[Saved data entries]

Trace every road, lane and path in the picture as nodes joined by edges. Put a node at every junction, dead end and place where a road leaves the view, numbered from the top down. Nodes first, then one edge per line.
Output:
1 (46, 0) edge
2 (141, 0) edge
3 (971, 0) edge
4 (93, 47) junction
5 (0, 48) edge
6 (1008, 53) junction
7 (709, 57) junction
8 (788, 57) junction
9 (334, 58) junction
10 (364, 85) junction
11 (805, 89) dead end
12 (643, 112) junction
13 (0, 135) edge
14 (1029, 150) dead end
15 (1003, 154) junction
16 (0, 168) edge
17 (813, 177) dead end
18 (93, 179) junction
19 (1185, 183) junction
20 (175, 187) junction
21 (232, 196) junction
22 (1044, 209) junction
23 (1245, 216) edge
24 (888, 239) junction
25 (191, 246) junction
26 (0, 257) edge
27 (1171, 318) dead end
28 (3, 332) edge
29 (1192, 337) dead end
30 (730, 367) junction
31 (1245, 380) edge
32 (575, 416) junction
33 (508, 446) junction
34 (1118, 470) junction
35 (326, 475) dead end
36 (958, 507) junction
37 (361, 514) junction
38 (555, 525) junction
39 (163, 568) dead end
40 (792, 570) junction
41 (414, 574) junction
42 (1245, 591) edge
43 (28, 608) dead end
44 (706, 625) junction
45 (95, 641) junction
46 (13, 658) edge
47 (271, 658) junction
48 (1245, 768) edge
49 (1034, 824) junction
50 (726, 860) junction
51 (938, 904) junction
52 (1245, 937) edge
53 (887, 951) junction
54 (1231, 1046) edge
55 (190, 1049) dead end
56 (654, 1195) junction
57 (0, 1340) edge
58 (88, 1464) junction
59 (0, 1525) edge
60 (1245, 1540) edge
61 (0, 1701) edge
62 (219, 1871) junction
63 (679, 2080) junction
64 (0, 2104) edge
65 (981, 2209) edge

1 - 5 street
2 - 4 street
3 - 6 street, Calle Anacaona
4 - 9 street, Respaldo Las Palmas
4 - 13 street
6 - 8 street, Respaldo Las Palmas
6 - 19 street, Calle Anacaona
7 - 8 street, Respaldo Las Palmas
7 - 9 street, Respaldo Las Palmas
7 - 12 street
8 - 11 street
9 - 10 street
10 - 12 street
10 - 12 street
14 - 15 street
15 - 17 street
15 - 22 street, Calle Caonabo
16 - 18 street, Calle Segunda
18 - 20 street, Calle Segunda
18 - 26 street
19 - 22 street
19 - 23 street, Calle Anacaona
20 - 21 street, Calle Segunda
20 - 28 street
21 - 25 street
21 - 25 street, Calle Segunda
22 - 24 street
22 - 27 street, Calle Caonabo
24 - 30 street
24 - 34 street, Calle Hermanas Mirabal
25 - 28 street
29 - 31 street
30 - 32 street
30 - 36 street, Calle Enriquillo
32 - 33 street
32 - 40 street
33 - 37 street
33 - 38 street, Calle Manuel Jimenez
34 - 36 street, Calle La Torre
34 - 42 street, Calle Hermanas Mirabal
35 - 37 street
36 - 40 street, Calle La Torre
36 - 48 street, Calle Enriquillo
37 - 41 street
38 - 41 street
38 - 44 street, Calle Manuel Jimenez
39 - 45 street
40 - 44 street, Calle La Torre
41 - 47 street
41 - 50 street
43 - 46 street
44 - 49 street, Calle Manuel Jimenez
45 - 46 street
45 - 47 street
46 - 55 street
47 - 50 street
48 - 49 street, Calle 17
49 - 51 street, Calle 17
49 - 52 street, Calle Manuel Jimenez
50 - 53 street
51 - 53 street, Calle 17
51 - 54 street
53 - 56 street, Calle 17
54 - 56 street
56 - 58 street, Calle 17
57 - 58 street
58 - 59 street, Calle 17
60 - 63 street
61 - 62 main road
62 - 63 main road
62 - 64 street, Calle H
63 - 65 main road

• Task directions
The word "Segunda" appears in some of the lines above. Copy those lines.

• Solution for this task
16 - 18 street, Calle Segunda
18 - 20 street, Calle Segunda
20 - 21 street, Calle Segunda
21 - 25 street, Calle Segunda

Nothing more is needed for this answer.